Hybrid Search Using Postgres DB

This article explains how to implement hybrid search (lexical and semantic) in a single PostgresDB using full-text-search and pgvector.

Suraj Dharmapuram

Jan. 22, 25 · Tutorial

Likes (6)

Comment

Save

3.6K Views

With a traditional lexical-based (or keyword-based) search, we will find documents that contain the exact word we searched for. Keyword search excels at precision but struggles with alternate phrasing or natural language.

Semantic search addresses these limitations by capturing the intent behind documents and user queries. This is typically done by leveraging vector embeddings to map documents and queries into a high dimensional space and computing vector similarity to retrieve relevant results.

For several systems, a single search method may fall short, resulting in incomplete information being shown to users. Combining the strengths of both search methods described above would allow us to deliver an effective search experience.
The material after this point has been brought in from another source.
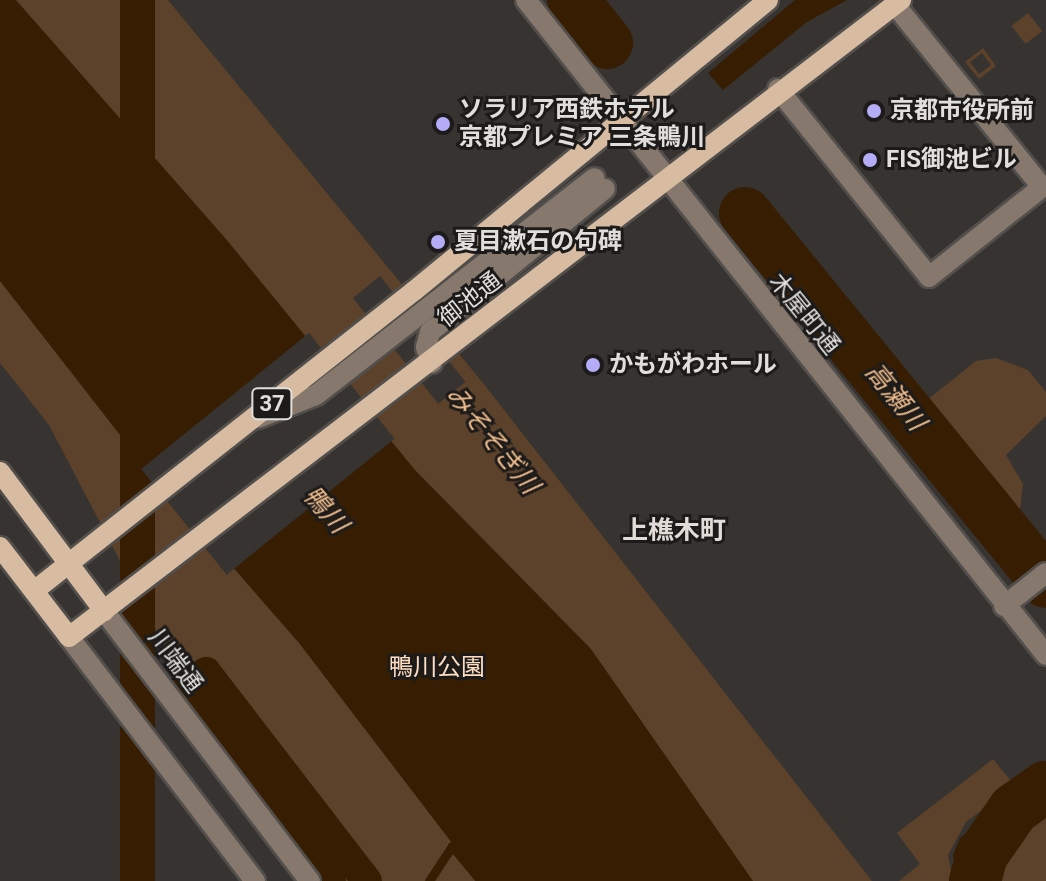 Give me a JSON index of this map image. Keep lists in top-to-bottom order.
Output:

Keyword-based search is supported well by systems like Elasticsearch and Apache Solr. Semantic search typically requires storage with a vector database and there exists a wide range of solutions. This post explains how we can support hybrid search involving both lexical and semantic search using a single and familiar storage system in Postgres.

Let’s suppose we have the following table used by an application that allows users to search for products via keyword or natural language:

    SQL
   
   CREATE TABLE products (

id bigserial PRIMARY KEY,

description VARCHAR(255),

embedding vector(384)

);

The description column contains a text/natural language description of the product. Postgres provides a default index on this column for full-text search, but we can also create a custom index to accelerate full-text search, which acts like an index for information retrieval.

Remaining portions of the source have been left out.